Ainu Dog - Hokkaido
Also known as the Ainu, the Ainou, the Ainu-Ken, the Hokkaido-Ken, the Hokkaido Inu, the Hokkaido Dog or simply the Hokkaido, this breed was developed to hunt a wide variety of game, from bear downwards. It is named Ainu after the ancient Ainu people of Japan, and Hokkaido .after the island where the dogs live. Other names attached to this breed are the Japanese Bear Hound and the Choken.
This is one of the medium-sized spitz-type dogs that are indigenous to Japan, others being the Kai, the Kishu and the Shikoku. It has smaller ears than the other breeds, a broader face and a fierce expression. In the field it is ferocious, brave and fearless, even when faced with a large bear, but in the home it is obedient and friendly.
Apart from its main duty of hunting, it also has a secondary role as a village guardian. Thousands of years ago, a strange, white, hairy-bodied race, the Ainu, arrived on the islands we now call Japan and settled there. They brought with them a northern type of dog and colonized all four of the main islands. Much later, the Yamato people arrived and, little by little, pushed the Ainu hunter-gatherers out. Their tribes survived only on the northern island of Hokkaido, where they managed to cling on, although their numbers grew ever smaller. (Today there are only a few hundred full-blooded Ainu left.)
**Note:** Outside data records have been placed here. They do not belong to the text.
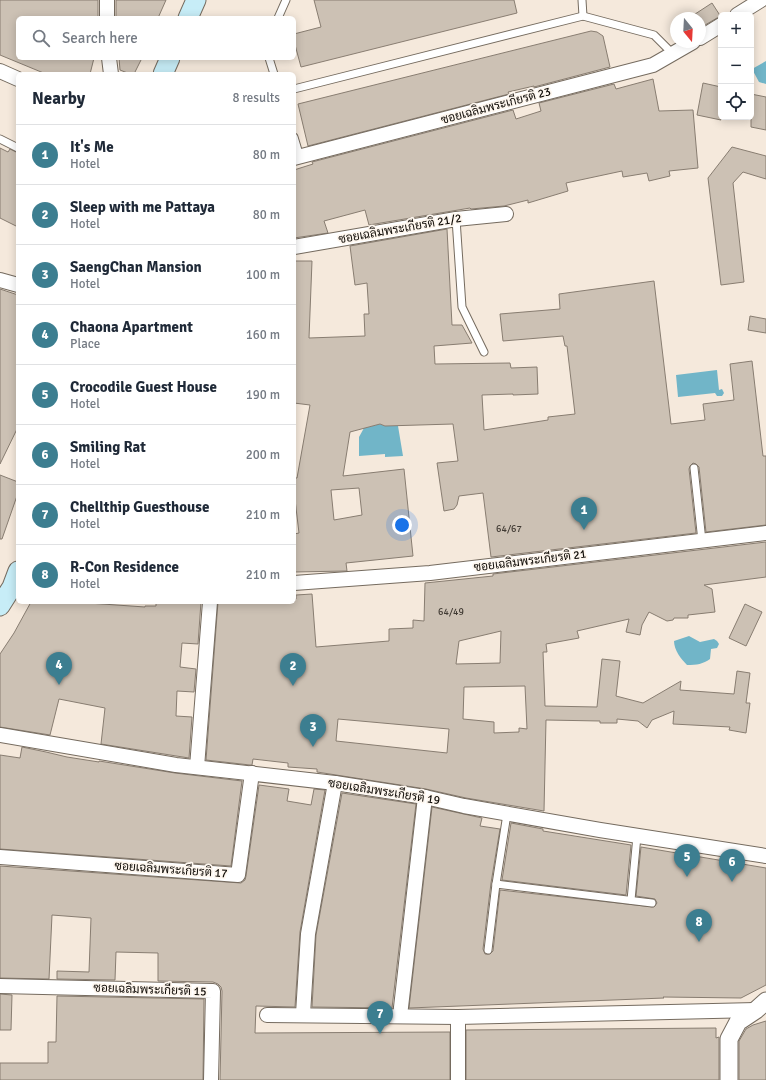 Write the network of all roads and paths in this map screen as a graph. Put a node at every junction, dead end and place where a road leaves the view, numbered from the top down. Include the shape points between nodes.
1 (107, 0) edge
2 (196, 0) edge
3 (286, 0) edge
4 (582, 0) edge
5 (761, 0) edge
6 (742, 12) edge
7 (107, 16) edge
8 (189, 16) edge
9 (279, 16) edge
10 (583, 16) junction
11 (718, 27) edge
12 (706, 34) edge
13 (684, 48) edge
14 (674, 54) junction
15 (109, 60) edge
16 (169, 60) edge
17 (270, 60) edge
18 (0, 71) edge
19 (111, 72) edge
20 (164, 72) edge
21 (273, 72) edge
22 (16, 78) edge
23 (296, 88) edge
24 (0, 139) edge
25 (16, 147) edge
26 (297, 157) edge
27 (506, 214) dead end
28 (456, 219) junction
29 (296, 248) edge
30 (0, 280) edge
31 (16, 284) edge
32 (484, 352) dead end
33 (694, 468) dead end
34 (766, 534) edge
35 (702, 541) junction
36 (16, 582) edge
37 (296, 583) edge
38 (210, 604) edge
39 (0, 606) edge
40 (0, 735) edge
41 (197, 767) junction
42 (252, 773) junction
43 (335, 783) junction
44 (425, 797) junction
45 (507, 814) junction
46 (637, 836) junction
47 (766, 856) edge
48 (0, 857) edge
49 (496, 884) junction
50 (630, 900) junction
51 (652, 903) dead end
52 (488, 950) dead end
53 (0, 986) edge
54 (763, 1004) edge
55 (267, 1014) dead end
56 (303, 1014) junction
57 (400, 1016) junction
58 (458, 1017) junction
59 (211, 1080) edge
60 (458, 1080) edge
61 (729, 1080) edge

1 - 7 street
2 - 8 main road
3 - 9 lane
4 - 10 lane
5 - 6 street
10 - 14 lane via 654,36
10 - 23 lane
11 - 12 street
13 - 14 street, ซอยเฉลิมพระเกียรติ 23
14 - 26 street, ซอยเฉลิมพระเกียรติ 23 via 653,65
15 - 19 street
16 - 20 main road
17 - 21 lane
18 - 22 street
24 - 25 lane
27 - 28 street, ซอยเฉลิมพระเกียรติ 21/2
28 - 29 street, ซอยเฉลิมพระเกียรติ 21/2
28 - 32 lane via 462,307
30 - 31 street
33 - 35 lane
34 - 35 street, ซอยเฉลิมพระเกียรติ 21
35 - 37 street, ซอยเฉลิมพระเกียรติ 21 via 430,573
36 - 39 main road
38 - 41 street
40 - 41 street, ซอยเฉลิมพระเกียรติ 19
41 - 42 street, ซอยเฉลิมพระเกียรติ 19
42 - 43 street, ซอยเฉลิมพระเกียรติ 19
42 - 48 street, ซอยเฉลิมพระเกียรติ 17 via 238,876
43 - 44 street, ซอยเฉลิมพระเกียรติ 19
43 - 56 street via 308,934
44 - 45 street, ซอยเฉลิมพระเกียรติ 19
44 - 57 street
45 - 46 street, ซอยเฉลิมพระเกียรติ 19
45 - 49 lane
46 - 47 street, ซอยเฉลิมพระเกียรติ 19
46 - 50 lane
49 - 50 lane
49 - 52 lane
50 - 51 lane
53 - 59 street, ซอยเฉลิมพระเกียรติ 15 via 213,991
54 - 58 street
54 - 61 street via 738,1022 729,1039
55 - 56 street
56 - 57 street
57 - 58 street
58 - 60 street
From its earliest times they had hunting dogs with them and, on Hokkaido, these animals adapted to the rugged, often freezing conditions and developed into the tough, thick-coated breed which today we call either the Ainu or the Hokkaido Ainu was its original name, but the Japanese government formally changed this to Hokkaido in 1937, when it declared the breed a Natural Monument and instituted a special protection program for it.
Most canine authorities, however, have ignored this official change of title and still insist on calling the dog by its earlier, better known, traditional name.